McAvoy began acting thanks to an early introduction to Scottish actor David Hayman at a high school career fair. Hayman encouraged the 16-year-old to audition for the 1995 film The Near Room, about child prostitution in Glasgow, and the performance secured McAvoy a spot at drama school. By his own assessment, he did not rank highly among his classmates—he rates his skills as “fairly middling to not bad”—but he was nonetheless able to quit his day job at the bakery soon enough. By the time he was 20, he had earned his first professional acting gig, as Romeo in a London stage production, and he has since worked steadily onstage, in television and in film. It’s much more than he had expected in the early days.

“I prepared myself mentally for the possibility of maybe working once or twice a year,” he recalls. “I was actively imagining an existence that didn’t involve acting.”

McAvoy credits his success to the mentoring of a few formative figures along the way, among them Fry, who cast the young actor against type as the suicidal aristocrat Simon, Lord Balcairn, in Bright Young Things.

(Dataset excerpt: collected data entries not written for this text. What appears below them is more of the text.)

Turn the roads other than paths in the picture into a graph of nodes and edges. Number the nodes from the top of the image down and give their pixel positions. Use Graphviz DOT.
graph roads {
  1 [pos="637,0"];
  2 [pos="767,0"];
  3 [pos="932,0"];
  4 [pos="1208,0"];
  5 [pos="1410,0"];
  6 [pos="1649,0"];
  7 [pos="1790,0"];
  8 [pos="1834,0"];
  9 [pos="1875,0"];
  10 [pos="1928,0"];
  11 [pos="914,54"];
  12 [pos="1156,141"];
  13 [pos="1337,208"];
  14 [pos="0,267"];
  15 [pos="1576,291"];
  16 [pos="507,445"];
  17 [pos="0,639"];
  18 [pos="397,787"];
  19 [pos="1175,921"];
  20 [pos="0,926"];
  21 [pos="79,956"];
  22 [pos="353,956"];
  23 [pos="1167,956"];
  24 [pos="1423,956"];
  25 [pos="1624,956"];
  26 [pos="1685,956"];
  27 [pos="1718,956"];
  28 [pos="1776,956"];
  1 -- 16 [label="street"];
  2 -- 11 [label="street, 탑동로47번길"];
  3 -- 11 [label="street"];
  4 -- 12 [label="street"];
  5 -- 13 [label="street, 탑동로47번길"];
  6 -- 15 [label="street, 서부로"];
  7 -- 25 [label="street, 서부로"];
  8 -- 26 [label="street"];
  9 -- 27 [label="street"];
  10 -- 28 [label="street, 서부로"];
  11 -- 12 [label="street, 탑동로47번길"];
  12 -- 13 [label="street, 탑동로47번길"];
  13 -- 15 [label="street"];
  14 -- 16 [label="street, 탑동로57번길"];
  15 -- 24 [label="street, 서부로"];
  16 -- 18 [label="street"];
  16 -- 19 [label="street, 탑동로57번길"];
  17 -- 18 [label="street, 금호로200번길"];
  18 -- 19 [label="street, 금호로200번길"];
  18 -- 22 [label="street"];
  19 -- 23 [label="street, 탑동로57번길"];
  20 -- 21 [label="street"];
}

“I’d seen about 10 others for the part,” recalls Fry, who had never heard of the actor before he was brought in by casting agent Wendy Brazington. “And there stands this Scottish kid. It was as if a country boy from Kentucky was reading for Dickie Greenleaf in Ripley. I was dubious to say the least. But then he spoke some lines in character. It was like love at first sight.” Fry took McAvoy and his costars, including Emily Mortimer and Fenella Woolgar, for a weekend stay at Cliveden, the former estate of Lady Astor now run by the National Trust as a palatial country-house hotel, to teach them the manners and mores of Waugh’s bright young things. McAvoy, who apparently has a faultless ear for accents, says he already knew that he could “stand up stiff and wear a suit,” but before his work with Fry, which he likens to a “boot camp in aristocracy,” he didn’t actually believe he had anything in common with “people of that class.” Apparently he did.